Like many of you who grew up during the eighties, the Ninja Turtles was a big part of my life. It was a fun, kick ass animated series that took the plots as seriously as can be while also squeezing in some hilarity in the process. Michelangelo is the primary source for the comic relief and thankfully in everything I’ve ever seen from the heroes in a half shell, there’s never been an instance where one character was annoying or grating. Now comes the Teenage Mutant Ninja Turtles box set from Warner that not only includes every Ninja Turtle movie ever made, but also arrives with a choice few special prizes the youngens will enjoy. The entire set comes in a fancy DVD case with a cover that resembles a man hole. When opened we get a basic booklet that features separate discs and sadly a bunch of black DVD holders that serve no purpose. Thankfully that one faulty aesthetic is more than made up for when you take in to consideration what you’re getting here.
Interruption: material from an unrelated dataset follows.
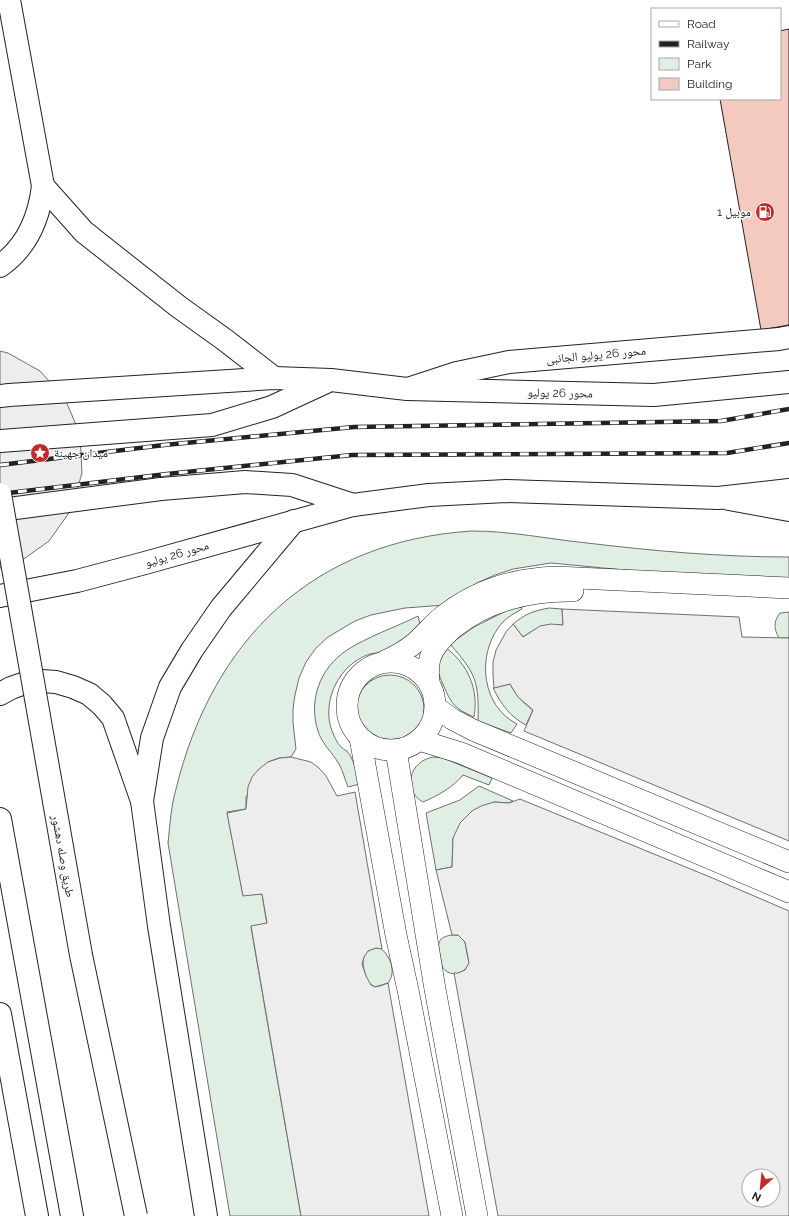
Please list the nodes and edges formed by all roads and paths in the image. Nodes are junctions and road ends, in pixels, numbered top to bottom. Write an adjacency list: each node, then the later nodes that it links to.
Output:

Ranging from anywhere between twenty five to thirty five dollars we’re given temporary tattoos of all of the ninja turtles and a pack of special masks your children can wear to play as the turtles. I’m still trying to figure out why Warner packaged this set as the 25th Anniversary set when none of the movies in the sets are barely even close to being 25 years old. The 1990 TMNT film is almost twenty years old, so its suspect that they’d want to advertise this as something it’s not. The reason for adding the 25th on the set is flat out lying. I just expected more honesty. As for the movies themselves, they’re all in great condition and thankfully never resort to flip discs. They’re all their own separate presence and you can look through the timeline of the movies with sheer unabashed excitement. First up is Steve Barron’s adaptation of the animated series with a tone that keeps the movie slightly comedic but presents much more focus on the drama and tragic interplay between the turtles.
1990’s “Teenage Mutant Ninja Turtles” is still a lot of fun and one of the better comic book adaptations I’ve seen filled with one on one fist fights and the turtles doing what they do best: Kick some foot solder ass! And did I mention Casey Jones was in it? Barron keeps the story going with a sense of urgency that involves the kidnapping of master Splinter and the turtles attempts to find strength without their teacher and mentor leading them. It’s a movie that holds up well even to this day and it’s a definite recommendation for the kids.
1991’s “The Secret of the Ooze” is that sequel that just didn’t work. Aside from casting a new April O’Neil in the primary part of the adventure we also get new voices for the turtles who act and look very unusual from the start of the film. Though not a complete bomb “The Secret of the Ooze” earned its cult status for including the once popular Vanilla Ice singing the Ninja rap while the turtles kick ass in a night club and do some dancing of their own. And who can forget Mega Shredder? Nonetheless “The Secret of the Ooze” is a rather anemic experience with villains that fail to be as intimidating as they were in the first film. The writers insistence on turning the film predominantly comedic with strings of segments that almost never manage to help crack a smile.
People more familiar with the 1990 film may not enjoy the surreal special effect and central plot, but I gather the kids won’t care too much. I’ve only seen its four times since its release but 1993’s “Turtles in Time” is definitely the worst of the bunch. Thanks to a mysterious scepter, the turtles are transported back in time in 17th century Japan. The primary problem behind the premise and the film itself is that is blatantly rips its own storyline from the likes of Seven Samurai where their accidental time warp turns them in to heroes forced to defend a village from outside villains. To add insult to the sheer boredom that arises, Elias Koteas appears as an ancient version of Casey Jones for reasons I’m still not sure about. All I can remember from this sequel is that even as a child I really didn’t like it at all and almost sixteen years later it’s still a stinker.
2007’s TMNT is a movie that received plenty of bad buzz from critics and fans alike. As for me I found it to be a very entertaining revival of the series with great animation and wonderful voice work. Sadly it’s an underrated movie that is set to be pushed aside for the upcoming franchise reboot, and that’s a shame. We were given all the beloved characters, Shredder and foot soldiers and still fans weren’t happy. That bit of bad taste aside, I enjoyed TMNT a great deal and loved how the relationship between Leonardo and Raphael was further emphasized. When it’s said and done “TMNT” definitely isn’t perfect, but it works as a great time killer with wicked fight scenes. I definitely suggest checking it out. While Warner fibs about this being the 25th Anniversary celebration, it doesn’t take away the fact that this is one great box set with prizes for the kids and the complete collection of Ninja Turtles films that you can enjoy for hours. I love trips back to my childhood.